Potential problem loans are loans, which are currently performing, but where
information about possible credit problems exists. The amount of potential
problem loans may vary significantly from quarter to quarter due to our
significant volume of commercial loans with balances in excess of $1.0 million.
During the first quarter of 2005, potential problem loans increased $827
thousand from $8.662 million at December 31, 2004 to $9.489 million at March 31,
2005. The increase in potential problem loans from the period ended December 31,
2004 to the period ended March 31, 2005 was primarily due to a decline of the
credit-worthiness of two large borrowers during the quarter with combined total
loan balances of $1.649 million offset by the transfer of three substandard
loans (to one borrower) totaling $666 thousand to non-accrual status.

At March 31, 2005, loans that were 30 or more days delinquent (excluding loans
placed on non-accrual status) totaled $4.021 million or 1.00% of loans
outstanding. By comparison at December 31, 2004 we had $2.267 million or 0.58%
of loans outstanding in this same category, a net increase of $1.754 million
between the periods. The increase in delinquent loans was primarily due to four
commercial real estate loans and one residential real estate loan that exceeded
30 days delinquent prior to March 31, 2005.

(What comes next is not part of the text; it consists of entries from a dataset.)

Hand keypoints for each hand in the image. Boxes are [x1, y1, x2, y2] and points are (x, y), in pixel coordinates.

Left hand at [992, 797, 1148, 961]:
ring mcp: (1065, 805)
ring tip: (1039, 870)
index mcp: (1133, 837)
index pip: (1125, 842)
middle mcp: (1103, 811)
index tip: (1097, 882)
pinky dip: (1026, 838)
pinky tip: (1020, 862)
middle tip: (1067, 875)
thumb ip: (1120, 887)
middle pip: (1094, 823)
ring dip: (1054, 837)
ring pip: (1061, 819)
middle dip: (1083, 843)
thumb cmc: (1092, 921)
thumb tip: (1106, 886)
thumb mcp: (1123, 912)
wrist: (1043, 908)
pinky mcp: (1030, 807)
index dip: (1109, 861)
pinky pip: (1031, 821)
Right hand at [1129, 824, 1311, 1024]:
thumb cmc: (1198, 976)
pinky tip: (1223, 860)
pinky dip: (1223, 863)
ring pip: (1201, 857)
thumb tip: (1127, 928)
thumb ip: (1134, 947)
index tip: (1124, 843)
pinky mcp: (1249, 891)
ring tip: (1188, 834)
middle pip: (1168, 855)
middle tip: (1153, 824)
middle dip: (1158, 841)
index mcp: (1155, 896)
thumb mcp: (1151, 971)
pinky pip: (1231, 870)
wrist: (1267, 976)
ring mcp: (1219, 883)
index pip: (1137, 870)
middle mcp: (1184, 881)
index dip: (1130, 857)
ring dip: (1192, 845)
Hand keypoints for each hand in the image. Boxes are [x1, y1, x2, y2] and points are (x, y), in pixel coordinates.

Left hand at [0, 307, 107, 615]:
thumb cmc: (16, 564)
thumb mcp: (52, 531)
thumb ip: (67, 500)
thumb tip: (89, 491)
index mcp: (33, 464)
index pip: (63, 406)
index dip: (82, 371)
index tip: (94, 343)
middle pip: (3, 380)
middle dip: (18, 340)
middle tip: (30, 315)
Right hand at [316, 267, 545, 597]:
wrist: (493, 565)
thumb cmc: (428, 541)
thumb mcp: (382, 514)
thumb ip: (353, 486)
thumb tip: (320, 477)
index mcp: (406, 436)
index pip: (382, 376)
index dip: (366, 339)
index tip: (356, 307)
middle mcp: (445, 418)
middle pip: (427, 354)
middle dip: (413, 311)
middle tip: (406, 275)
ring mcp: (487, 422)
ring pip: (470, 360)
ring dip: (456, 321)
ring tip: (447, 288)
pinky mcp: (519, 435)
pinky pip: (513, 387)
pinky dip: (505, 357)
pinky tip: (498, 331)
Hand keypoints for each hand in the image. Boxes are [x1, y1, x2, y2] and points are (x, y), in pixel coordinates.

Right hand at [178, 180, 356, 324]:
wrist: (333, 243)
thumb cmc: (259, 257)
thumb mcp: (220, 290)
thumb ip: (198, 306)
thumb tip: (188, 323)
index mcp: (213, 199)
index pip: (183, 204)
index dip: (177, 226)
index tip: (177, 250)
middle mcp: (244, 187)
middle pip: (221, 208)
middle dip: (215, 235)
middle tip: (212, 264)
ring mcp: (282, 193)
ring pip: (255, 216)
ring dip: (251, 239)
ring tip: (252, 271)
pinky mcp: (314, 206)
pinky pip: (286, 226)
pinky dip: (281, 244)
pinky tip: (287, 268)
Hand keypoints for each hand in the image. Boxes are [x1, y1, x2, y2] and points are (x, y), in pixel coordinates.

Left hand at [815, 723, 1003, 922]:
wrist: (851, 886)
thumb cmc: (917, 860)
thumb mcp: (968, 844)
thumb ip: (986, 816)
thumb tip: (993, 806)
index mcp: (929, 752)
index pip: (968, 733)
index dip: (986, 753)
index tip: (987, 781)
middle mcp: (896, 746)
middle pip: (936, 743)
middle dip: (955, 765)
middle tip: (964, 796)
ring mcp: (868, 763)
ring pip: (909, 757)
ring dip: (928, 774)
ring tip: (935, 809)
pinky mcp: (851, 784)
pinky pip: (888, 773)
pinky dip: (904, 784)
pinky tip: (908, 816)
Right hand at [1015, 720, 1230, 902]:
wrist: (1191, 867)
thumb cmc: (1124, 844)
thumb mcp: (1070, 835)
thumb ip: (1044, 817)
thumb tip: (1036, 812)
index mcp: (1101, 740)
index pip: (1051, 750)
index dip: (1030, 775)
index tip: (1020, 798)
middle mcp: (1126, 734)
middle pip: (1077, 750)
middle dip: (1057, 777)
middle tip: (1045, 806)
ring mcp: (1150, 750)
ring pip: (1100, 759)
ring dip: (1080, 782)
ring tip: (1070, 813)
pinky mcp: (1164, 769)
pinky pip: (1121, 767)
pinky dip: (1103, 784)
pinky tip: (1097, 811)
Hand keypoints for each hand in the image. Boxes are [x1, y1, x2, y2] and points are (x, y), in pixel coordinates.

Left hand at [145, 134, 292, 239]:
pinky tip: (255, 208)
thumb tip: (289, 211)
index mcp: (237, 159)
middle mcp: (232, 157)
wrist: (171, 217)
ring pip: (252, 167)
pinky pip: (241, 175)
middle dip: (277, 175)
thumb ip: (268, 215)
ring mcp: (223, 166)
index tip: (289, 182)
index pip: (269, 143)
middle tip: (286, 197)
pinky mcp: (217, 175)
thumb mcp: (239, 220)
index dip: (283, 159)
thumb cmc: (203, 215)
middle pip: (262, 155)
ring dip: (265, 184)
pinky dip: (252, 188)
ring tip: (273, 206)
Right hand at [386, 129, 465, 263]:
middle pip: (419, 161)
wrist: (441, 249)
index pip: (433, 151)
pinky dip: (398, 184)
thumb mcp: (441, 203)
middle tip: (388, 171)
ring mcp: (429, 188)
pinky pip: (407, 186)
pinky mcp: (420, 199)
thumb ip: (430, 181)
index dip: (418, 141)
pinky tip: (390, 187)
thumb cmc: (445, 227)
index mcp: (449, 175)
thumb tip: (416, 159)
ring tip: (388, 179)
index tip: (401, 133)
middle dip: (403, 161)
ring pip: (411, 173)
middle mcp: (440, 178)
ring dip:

The allowance for loan losses increased from $6.250 million at December 31, 2004
to $6.378 million at March 31, 2005. The allowance for loan losses as a
percentage of total loans outstanding was very stable at 1.60% of loans
outstanding at December 31 2004, as compared to 1.59% at March 31, 2005. Our
management and Board of Directors deemed the allowance for loan losses as
adequate at March 31, 2005.

The credit quality of the investment securities portfolios, both
available-for-sale and held-to-maturity, remained strong during the quarter. At
March 31, 2005, 99.8% of the securities held in the Company's bond portfolio
were rated "A" or better by Moody's credit rating service; 95.1% were rated AAA.
By comparison, at December 31, 2004, 99.8% were rated "A" or better and 94.1%
were rated AAA.


16


D. Comparison of Results of Operations for the Three-Months Ended March 31, 2005
and 2004

Overview. During the first quarter of 2005, our net income and earnings per
share were $2.170 million and $0.19 respectively. This was a $114 thousand or
5.0% decrease in net income and a $0.01 decrease in earnings per share as
compared to the first quarter of 2004. During the first quarter of 2004 we
earned $2.284 million in net income and earnings per share of $0.20. The two
most significant factors which contributed to the decrease in net income on a
comparable quarter basis were a $475 thousand decrease in investment securities
gains, offset by a $324 thousand increase in net interest income. In the first
quarter of 2005, we recorded $244 thousand in investment securities gains, as
compared to $719 thousand of investment securities gains in the first quarter of
2004.

The decrease in net income resulted in a decrease in both our return on average
assets and return on average stockholders' equity. More specifically, during the
first quarter of 2005 our return on average assets and return on average equity
were 1.16% and 12.94%, respectively, as compared to 1.27% and 14.00% during the
first quarter of 2004.

Net Interest Income. Net interest income is our most significant source of
revenue. During the first quarter of 2005 and first quarter of 2004, net
interest income comprised 82% and 77% of our net revenue (net interest income
plus non-interest income), respectively. In the three-month period ended March
31, 2005, our net interest income was $6.311 million. By comparison, for the
three-month period ended March 31, 2004 our net interest income was $5.987
million. The $324 thousand improvement in net interest income between the
periods was the result of several factors, which are explained below.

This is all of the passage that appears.